● **Task item**
Leaving out the images, please output every entry exactly as it appears.

● **Input**

□ □ □ □ □ □ □

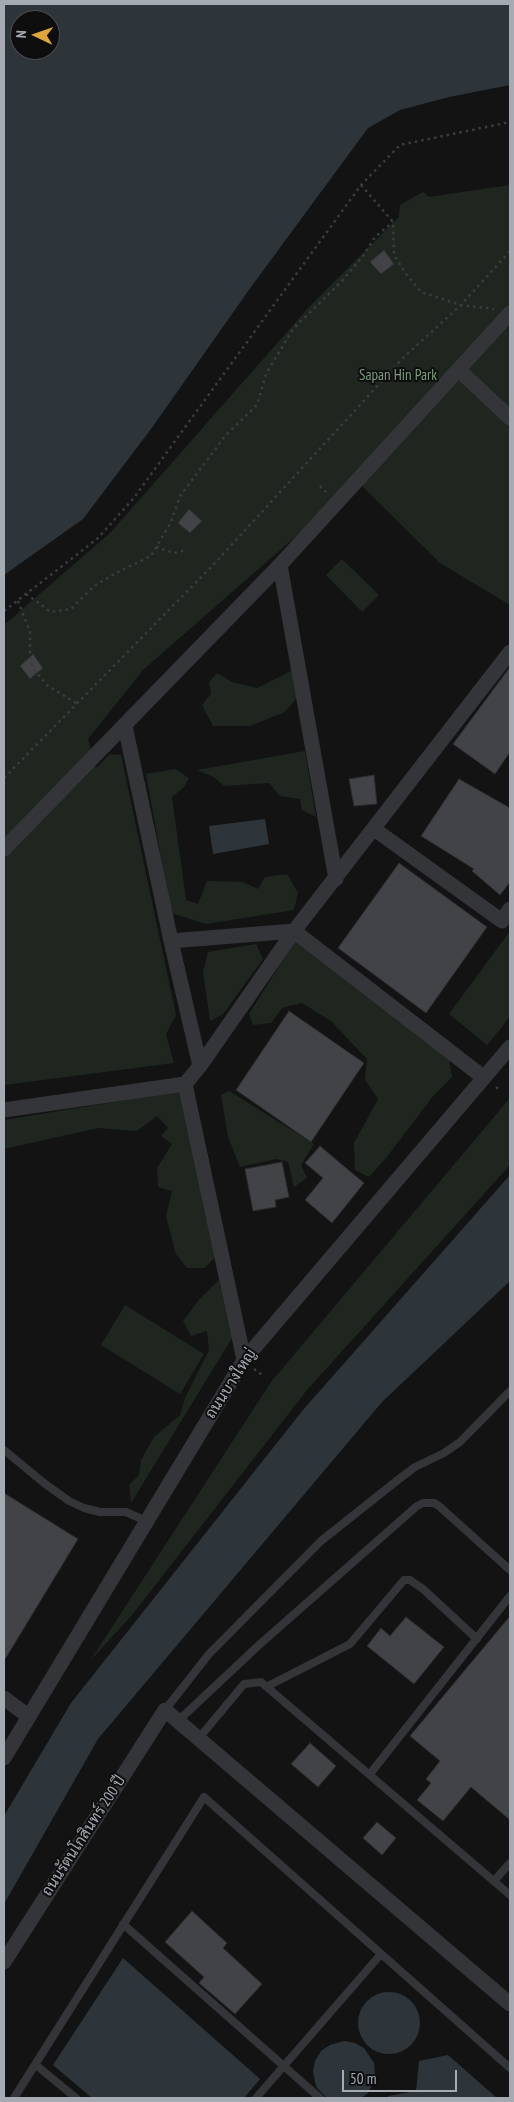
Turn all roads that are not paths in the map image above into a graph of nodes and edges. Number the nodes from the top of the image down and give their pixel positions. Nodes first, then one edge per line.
1 (506, 312) edge
2 (459, 370) junction
3 (510, 418) edge
4 (280, 565) junction
5 (510, 652) edge
6 (125, 726) junction
7 (374, 829) junction
8 (4, 848) edge
9 (336, 879) junction
10 (510, 909) edge
11 (294, 931) junction
12 (170, 941) junction
13 (510, 1046) edge
14 (200, 1066) junction
15 (483, 1077) junction
16 (185, 1084) junction
17 (4, 1110) edge
18 (244, 1360) junction
19 (510, 1390) edge
20 (4, 1450) edge
21 (146, 1521) junction
22 (510, 1570) edge
23 (510, 1596) edge
24 (477, 1639) junction
25 (268, 1686) junction
26 (4, 1698) edge
27 (165, 1710) junction
28 (28, 1716) junction
29 (179, 1720) junction
30 (199, 1738) junction
31 (4, 1758) edge
32 (370, 1774) junction
33 (510, 1863) edge
34 (494, 1881) junction
35 (510, 1895) edge
36 (123, 1924) junction
37 (381, 1954) junction
38 (4, 1961) edge
39 (510, 2004) edge
40 (36, 2065) junction
41 (284, 2066) junction
42 (510, 2068) edge
43 (14, 2098) edge
44 (76, 2098) edge
45 (256, 2098) edge
46 (320, 2098) edge

1 - 2 street
2 - 3 street
2 - 4 street
4 - 6 street
4 - 9 street
5 - 7 street
6 - 8 street
6 - 12 street
7 - 9 street
7 - 10 street
9 - 11 street
11 - 12 street
11 - 14 street
11 - 15 street
12 - 14 street
13 - 15 street, ถนนบางใหญ่
14 - 16 street
15 - 18 street, ถนนบางใหญ่
16 - 17 street
16 - 18 street
18 - 21 street, ถนนบางใหญ่
19 - 27 lane
20 - 21 lane
21 - 28 street, ถนนบางใหญ่
22 - 29 lane
23 - 24 lane
24 - 25 lane
24 - 32 lane
25 - 30 lane
25 - 32 lane
26 - 28 street
27 - 29 street
27 - 38 street, ถนนรัตนโกสินทร์ 200 ปี
28 - 31 street, ถนนบางใหญ่
29 - 30 street
30 - 39 street
32 - 34 lane
33 - 34 lane
34 - 35 lane
36 - 37 lane
36 - 40 lane
36 - 41 lane
37 - 41 lane
37 - 42 lane
40 - 43 lane
40 - 44 lane
41 - 45 lane
41 - 46 lane

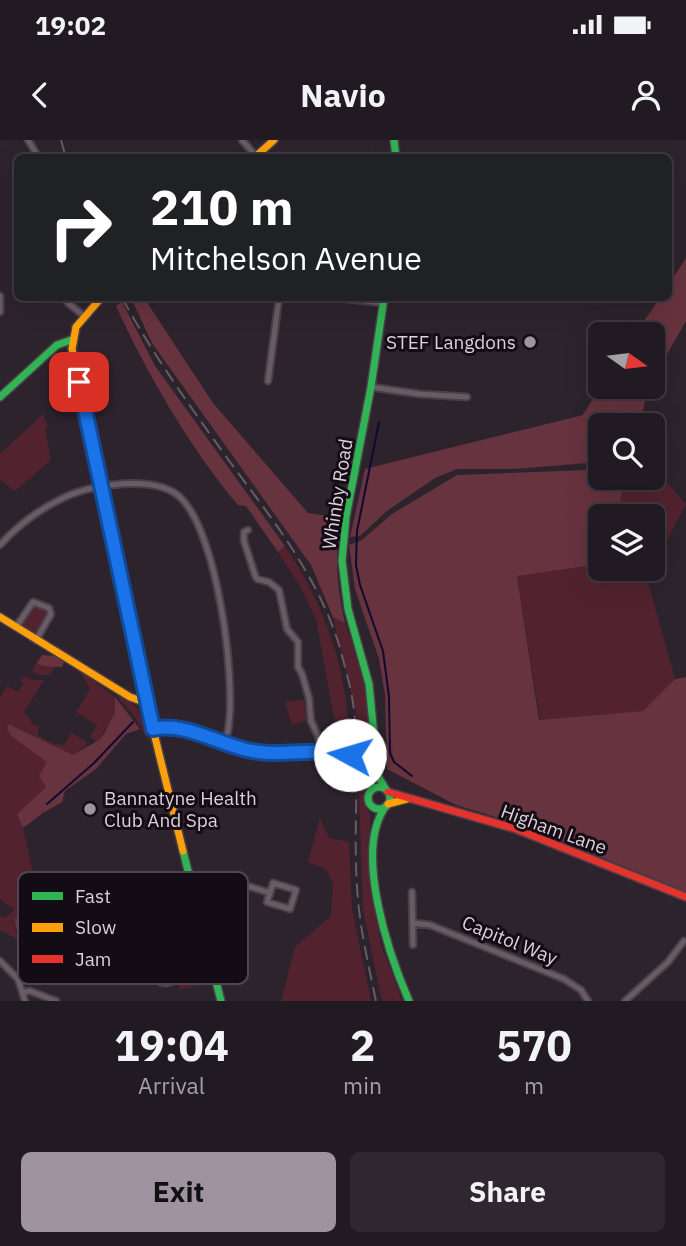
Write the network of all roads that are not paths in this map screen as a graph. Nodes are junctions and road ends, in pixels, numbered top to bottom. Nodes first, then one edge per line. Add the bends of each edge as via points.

□ □ □ □ □ □ □

● **Solution to this exercise**
Turn all roads that are not paths in the map image above into a graph of nodes and edges. Number the nodes from the top of the image down and give their pixel positions. Nodes first, then one edge per line.
1 (506, 312) edge
2 (459, 370) junction
3 (510, 418) edge
4 (280, 565) junction
5 (510, 652) edge
6 (125, 726) junction
7 (374, 829) junction
8 (4, 848) edge
9 (336, 879) junction
10 (510, 909) edge
11 (294, 931) junction
12 (170, 941) junction
13 (510, 1046) edge
14 (200, 1066) junction
15 (483, 1077) junction
16 (185, 1084) junction
17 (4, 1110) edge
18 (244, 1360) junction
19 (510, 1390) edge
20 (4, 1450) edge
21 (146, 1521) junction
22 (510, 1570) edge
23 (510, 1596) edge
24 (477, 1639) junction
25 (268, 1686) junction
26 (4, 1698) edge
27 (165, 1710) junction
28 (28, 1716) junction
29 (179, 1720) junction
30 (199, 1738) junction
31 (4, 1758) edge
32 (370, 1774) junction
33 (510, 1863) edge
34 (494, 1881) junction
35 (510, 1895) edge
36 (123, 1924) junction
37 (381, 1954) junction
38 (4, 1961) edge
39 (510, 2004) edge
40 (36, 2065) junction
41 (284, 2066) junction
42 (510, 2068) edge
43 (14, 2098) edge
44 (76, 2098) edge
45 (256, 2098) edge
46 (320, 2098) edge

1 - 2 street
2 - 3 street
2 - 4 street
4 - 6 street
4 - 9 street
5 - 7 street
6 - 8 street
6 - 12 street
7 - 9 street
7 - 10 street
9 - 11 street
11 - 12 street
11 - 14 street
11 - 15 street
12 - 14 street
13 - 15 street, ถนนบางใหญ่
14 - 16 street
15 - 18 street, ถนนบางใหญ่
16 - 17 street
16 - 18 street
18 - 21 street, ถนนบางใหญ่
19 - 27 lane
20 - 21 lane
21 - 28 street, ถนนบางใหญ่
22 - 29 lane
23 - 24 lane
24 - 25 lane
24 - 32 lane
25 - 30 lane
25 - 32 lane
26 - 28 street
27 - 29 street
27 - 38 street, ถนนรัตนโกสินทร์ 200 ปี
28 - 31 street, ถนนบางใหญ่
29 - 30 street
30 - 39 street
32 - 34 lane
33 - 34 lane
34 - 35 lane
36 - 37 lane
36 - 40 lane
36 - 41 lane
37 - 41 lane
37 - 42 lane
40 - 43 lane
40 - 44 lane
41 - 45 lane
41 - 46 lane

Write the network of all roads that are not paths in this map screen as a graph. Nodes are junctions and road ends, in pixels, numbered top to bottom. Nodes first, then one edge per line. Add the bends of each edge as via points.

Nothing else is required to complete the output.